Configuration options

Discover configuration options to customize your BugSnag integration.

Setting configuration options

Setting configuration in the Unity Editor

Most configuration options can be configured through the Unity Editor, in the BugSnag Configuration window:

Import Package

The “Start Automatically” option is enabled by default and will start sending performance data just before the first scene is loaded, provided your API key has also been set.

If you are using the BugSnag Error Monitoring SDK, the API key and other common configuration options can either be shared or set separately.

Setting configuration in code

To set configuration options in code, first ensure the “Start Automatically” project setting is disabled in the BugSnag Performance Configuration window. Then create a PerformanceConfiguration object, initialized from the Unity Editor, which can then be overridden in code:

var config = BugsnagPerformanceSettingsObject.LoadConfiguration();
config.ReleaseStage = "Production";
BugsnagPerformance.Start(config);

If you do not wish to use the Unity Editor configuration at all, simply create a PerformanceConfiguration object using the object constructor, passing in your API key.

BugsnagPerformance.Start must be called from the main thread – e.g. from the Start lifecycle function of a MonoBehaviour.

Available options

 API key

The API key used for performance data sent to BugSnag.

var config = BugsnagPerformanceSettingsObject.LoadConfiguration();
config.ApiKey = "YOUR-API-KEY";
BugsnagPerformance.Start(config);

 App version information

Setting your app’s version information in configuration allows you to see performance data for a specific release.
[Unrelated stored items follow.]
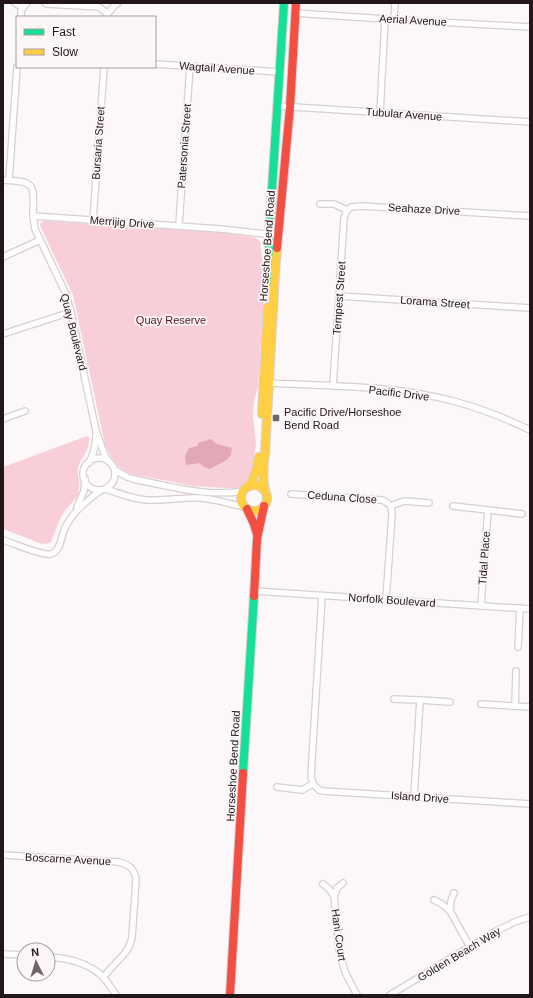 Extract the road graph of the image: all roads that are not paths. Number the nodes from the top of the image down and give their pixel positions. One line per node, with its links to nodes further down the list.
1 (15, 3): 8 (street)
2 (27, 3): 8 (street)
3 (45, 3): 10 (street)
4 (118, 3): 10 (street)
5 (284, 3): 19 (street, Horseshoe Bend Road)
6 (296, 3): 9 (street, Horseshoe Bend Road)
7 (395, 3): 13 (street)
8 (23, 8): 11 (street)
9 (295, 13): 12 (street, Aerial Avenue); 21 (street, Horseshoe Bend Road)
10 (107, 15)
11 (21, 16)
12 (385, 19): 13 (street, Aerial Avenue); 22 (street)
13 (394, 19): 14 (street, Aerial Avenue)
14 (530, 27)
15 (156, 64): 16 (street, Wagtail Avenue)
16 (190, 66): 19 (street, Wagtail Avenue); 30 (street, Patersonia Street)
17 (17, 68): 24 (street)
18 (104, 68): 29 (street, Bursaria Street)
19 (280, 72): 20 (street, Horseshoe Bend Road)
20 (278, 106): 21 (street, Tubular Avenue); 31 (street, Horseshoe Bend Road)
21 (290, 107): 22 (street, Tubular Avenue); 32 (street, Horseshoe Bend Road)
22 (380, 113): 23 (street, Tubular Avenue)
23 (530, 122)
24 (6, 180): 27 (street)
25 (320, 204): 26 (street, Seahaze Drive)
26 (347, 210): 28 (street, Seahaze Drive); 35 (street, Tempest Street)
27 (33, 216): 29 (street, Merrijig Drive); 33 (street, Quay Boulevard)
28 (530, 216)
29 (93, 220): 30 (street, Merrijig Drive)
30 (179, 225): 31 (street, Merrijig Drive)
31 (269, 234): 32 (street, Merrijig Drive); 39 (street, Horseshoe Bend Road)
32 (278, 236): 39 (street, Horseshoe Bend Road)
33 (40, 240): 34 (street); 37 (street, Quay Boulevard)
34 (3, 257)
35 (339, 296): 36 (street, Lorama Street); 40 (street, Tempest Street)
36 (530, 308)
37 (71, 312): 38 (street); 44 (street, Quay Boulevard)
38 (3, 334)
39 (266, 383): 40 (street, Pacific Drive); 49 (street, Horseshoe Bend Road); 51 (street, Horseshoe Bend Road)
40 (334, 386): 43 (street, Pacific Drive)
41 (25, 411): 42 (street)
42 (3, 419)
43 (530, 430)
44 (96, 431): 45 (street, Quay Boulevard); 46 (street, Quay Boulevard)
45 (109, 462): 46 (street); 47 (street, Quay Boulevard)
46 (89, 463): 48 (street, Quay Boulevard)
47 (114, 470): 49 (street); 50 (street)
48 (85, 479): 50 (street); 59 (street, Quay Boulevard)
49 (247, 489): 51 (street); 57 (street)
50 (103, 490): 57 (street); 59 (street)
51 (265, 491): 54 (street)
52 (291, 494): 55 (street, Ceduna Close)
53 (429, 503): 55 (street, Ceduna Close)
54 (264, 506): 57 (street); 61 (street, Horseshoe Bend Road)
55 (391, 506): 65 (street, Ceduna Close)
56 (453, 506): 58 (street)
57 (246, 508): 61 (street, Horseshoe Bend Road)
58 (488, 510): 60 (street); 66 (street, Tidal Place)
59 (75, 511): 62 (street)
60 (522, 514)
61 (257, 539): 63 (street, Horseshoe Bend Road)
62 (3, 540)
63 (254, 591): 64 (street, Norfolk Boulevard); 95 (street, Horseshoe Bend Road)
64 (322, 596): 65 (street, Norfolk Boulevard); 77 (street)
65 (386, 600): 66 (street, Norfolk Boulevard)
66 (481, 606): 67 (street, Norfolk Boulevard)
67 (520, 608): 68 (street, Norfolk Boulevard); 69 (street)
68 (530, 609)
69 (518, 647)
70 (516, 671): 75 (street)
71 (394, 699): 72 (street)
72 (420, 700): 73 (street); 79 (street)
73 (450, 702)
74 (481, 704): 75 (street)
75 (515, 706): 76 (street)
76 (530, 707)
77 (313, 784): 78 (street); 79 (street, Island Drive)
78 (277, 787)
79 (414, 797): 80 (street, Island Drive)
80 (530, 804)
81 (3, 855): 93 (street, Boscarne Avenue)
82 (343, 883): 85 (street, Hani Court)
83 (323, 884): 85 (street, Hani Court)
84 (454, 893): 87 (street)
85 (334, 896): 96 (street, Hani Court)
86 (434, 900): 87 (street)
87 (450, 911): 89 (street)
88 (530, 917): 89 (street, Golden Beach Way)
89 (470, 947): 97 (street, Golden Beach Way)
90 (3, 954): 91 (street)
91 (16, 955)
92 (56, 958): 93 (street)
93 (103, 977): 94 (street)
94 (116, 995)
95 (230, 995)
96 (357, 995)
97 (390, 995)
BugSnag captures this automatically from your Unity player settings, but it can be overridden in configuration if required:

var config = BugsnagPerformanceSettingsObject.LoadConfiguration();
config.AppVersion = "5.3.55";
config.BundleVersion = "5.3.55.2";
config.VersionCode = 55;
BugsnagPerformance.Start(config);

Auto instrumentation

By default we will measure the time it takes to start your game within the Unity framework: that is from the moment the SubSystemRegistration event is triggered until the AfterSceneLoad event is triggered.

This measurement can be disabled entirely using the following configuration option:

var config = BugsnagPerformanceSettingsObject.LoadConfiguration();
config.AutoInstrumentAppStart = AutoInstrumentAppStartSetting.OFF;
BugsnagPerformance.Start(config);

You can control the point it is ended directly by setting the configuration to .START_ONLY and calling BugsnagPerformance.ReportAppStarted() yourself.

Endpoint

By default we will send trace and span data to otlp.bugsnag.com/v1/traces.

If you are using BugSnag On-premise you’ll need to set this to your Trace Server endpoint.

var config = BugsnagPerformanceSettingsObject.LoadConfiguration();
config.Endpoint = "https://otlp.example.com/v1/traces";
BugsnagPerformance.Start(config);

Network request callback

You can control which network requests are captured and sanitize the URL string sent to your BugSnag dashboard using the NetworkRequestCallback configuration option. The network request span will be transmitted to BugSnag using the url in the returned object, or will not be sent at all if the url is set to null:

var config = BugsnagPerformanceSettingsObject.LoadConfiguration();
config.NetworkRequestCallback = requestInfo => {

    // Don't send network request span
    if (requestInfo.Url.Contains("no-track.com"))
    {
        return null;
    } 

    // Remove user ID
    if (Regex.IsMatch(requestInfo.Url, @"account\/[0-9]+"))
    {
        requestInfo.Url = Regex.Replace(requestInfo.Url, @"account\/[0-9]+", "account/[account-id]");
    }

    return requestInfo;

};

Release stages

Setting a release stage in your configuration allows you to filter performance data by different stages of the application release process (development, production, etc) in the BugSnag dashboard. The release stage is automatically set to “production”, unless the app is built with debug enabled in which case it will be set to “development”.

If you wish to override this, you can do so by setting the ReleaseStage configuration option:

var config = BugsnagPerformanceSettingsObject.LoadConfiguration();
config.ReleaseStage = "testing";
BugsnagPerformance.Start(config);

You can also limit which builds send performance data by setting the EnabledReleaseStages configuration option:

var config = BugsnagPerformanceSettingsObject.LoadConfiguration();
config.EnabledReleaseStages = new [] { "production", "development", "testing" };
BugsnagPerformance.Start(config);

By default, performance data will be sent for all stages.